After a bloody confrontation with the Comanche warriors, Broke and Little Bluestem are allowed to flee. But it’s just a game. And they know that capture means torture and death….

This is the second book about Broke and D.M. Harrison includes enough background in this to fill in the backstory of not just Broke but the other characters that return too, and of the relationships that they have with other, such as the now deadly animosities directed at Broke by his Comanche brothers, Black Horse and Wolf Slayer.

Once on the run from the Comanches Broke also has to deal with a gang of bank robbers and being hunted by a Cavalry patrol, this latter band is an unknown threat for much of the fast moving story.

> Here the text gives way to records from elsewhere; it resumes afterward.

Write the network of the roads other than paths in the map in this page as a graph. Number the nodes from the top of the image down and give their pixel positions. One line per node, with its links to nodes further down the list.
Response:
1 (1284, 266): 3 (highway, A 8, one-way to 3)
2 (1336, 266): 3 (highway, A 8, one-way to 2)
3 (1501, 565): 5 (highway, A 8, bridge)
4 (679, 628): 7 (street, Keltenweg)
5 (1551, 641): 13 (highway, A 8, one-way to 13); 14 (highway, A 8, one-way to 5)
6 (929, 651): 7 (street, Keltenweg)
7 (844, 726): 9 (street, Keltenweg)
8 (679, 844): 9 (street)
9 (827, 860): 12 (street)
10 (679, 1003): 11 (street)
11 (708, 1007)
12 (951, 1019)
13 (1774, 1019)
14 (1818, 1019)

D.M. Harrison sticks mainly with Broke but does switch to other characters every now and again which soon had me wondering how Broke and Bluestem would survive once the various protagonists came together. And most do meet up in the violent clash between Colonel Mackenzie’s troops and a mixed group of Comanche, Cheyenne and Kiowa at Palo Duro Canyon. A real life battle that took place in 1874.

Having read this story I find myself wanting to dig out the pervious book, The Comanche’s Revenge, and looking forward to the third in the series which Diana has told me she is currently planning.

Monday, 1 July 2013

Coyote's Trail

By Edward M. Erdelac
Comet Press, July 2013

1886. Geronimo and his followers, the last Apache resistance to white encroachment, have been transported east, and the blue wool defenders of The Fort settle into boredom, directing their cruel attentions to illicit liquor and prostitutes, their clearest enemy a weak officer’s bullheaded wife on a moral crusade.

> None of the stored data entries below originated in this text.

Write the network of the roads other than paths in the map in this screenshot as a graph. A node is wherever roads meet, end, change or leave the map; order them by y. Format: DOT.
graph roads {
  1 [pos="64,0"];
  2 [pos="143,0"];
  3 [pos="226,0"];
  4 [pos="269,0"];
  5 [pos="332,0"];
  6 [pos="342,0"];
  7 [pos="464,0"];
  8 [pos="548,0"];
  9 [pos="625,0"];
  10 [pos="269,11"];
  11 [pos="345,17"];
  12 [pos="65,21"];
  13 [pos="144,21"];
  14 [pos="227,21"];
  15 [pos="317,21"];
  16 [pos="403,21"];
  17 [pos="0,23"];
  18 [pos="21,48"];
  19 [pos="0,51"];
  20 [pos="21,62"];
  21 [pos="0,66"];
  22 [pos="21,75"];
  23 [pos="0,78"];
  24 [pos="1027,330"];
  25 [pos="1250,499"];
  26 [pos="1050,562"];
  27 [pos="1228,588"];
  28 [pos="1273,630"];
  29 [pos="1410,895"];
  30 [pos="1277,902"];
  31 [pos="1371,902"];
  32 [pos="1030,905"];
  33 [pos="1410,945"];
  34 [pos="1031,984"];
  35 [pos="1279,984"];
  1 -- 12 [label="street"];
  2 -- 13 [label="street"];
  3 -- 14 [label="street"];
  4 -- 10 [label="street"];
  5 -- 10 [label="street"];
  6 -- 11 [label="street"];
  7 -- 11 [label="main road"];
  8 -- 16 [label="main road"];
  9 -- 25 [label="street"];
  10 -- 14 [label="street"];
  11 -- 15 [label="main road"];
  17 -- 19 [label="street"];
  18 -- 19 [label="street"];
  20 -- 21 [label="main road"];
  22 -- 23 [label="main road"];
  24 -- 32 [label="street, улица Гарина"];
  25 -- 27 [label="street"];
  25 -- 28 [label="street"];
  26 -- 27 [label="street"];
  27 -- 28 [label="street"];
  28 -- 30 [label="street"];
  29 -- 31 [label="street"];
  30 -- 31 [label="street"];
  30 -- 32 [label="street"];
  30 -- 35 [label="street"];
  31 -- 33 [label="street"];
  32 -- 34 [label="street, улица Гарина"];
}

One broken and battered Chiricahua boy, Na-e-te-nay, drags himself across the Arizona desert, held together only by a bleak vision of revenge; a vision that will cause him to abandon his warrior traditions and set his feet on Coyote’s Trail — the road of murder and evil.

After a brothel shootout between Na-e-te-nay and the US cavalry ends in fire and death, America, a broken young Mexican woman with her own reasons for hating the cavalry, finds herself pulled into his plot.

Enlisting the nominal aid of Rogerio, a shiftless, sadistic whiskey peddler who knows more about America’s hellish past than even she does, the three conspire to draw Na-e-te-nay’s remaining enemies out of the safety of The Fort, using America’s body as bait. 

But America has her own vision of revenge…

Ever since reading Edward M. Erdelac’s previous western, Buff Tea, I’ve been looking forward to his next, and at last it’s here, and what a superb novel it’s turned out to be.

The three main characters are each fascinating in their own rights, each having their own personalities and agendas, each ready to work with and/or use the others to achieve their aims.

Edward M. Erdelac’s west is a harsh place where savage violence is only a heartbeat away. He tells his tale in vivid prose that paints dramatic and lasting imagery within the minds’ eye. You can almost taste the dirt and blood, feel the heat and share the anguish and pain as Na-e-te-nay and America struggle to avenge the wrongs done to them.

Coyote’s Trail is a tough, and brutal, story that grabbed my attention from the first page and refused to loosen its grip even after I’d reached the end. The final scene is moving and will stay in my memory for a very long time. 

Edward M. Erdelac has written what could well be my western of the year!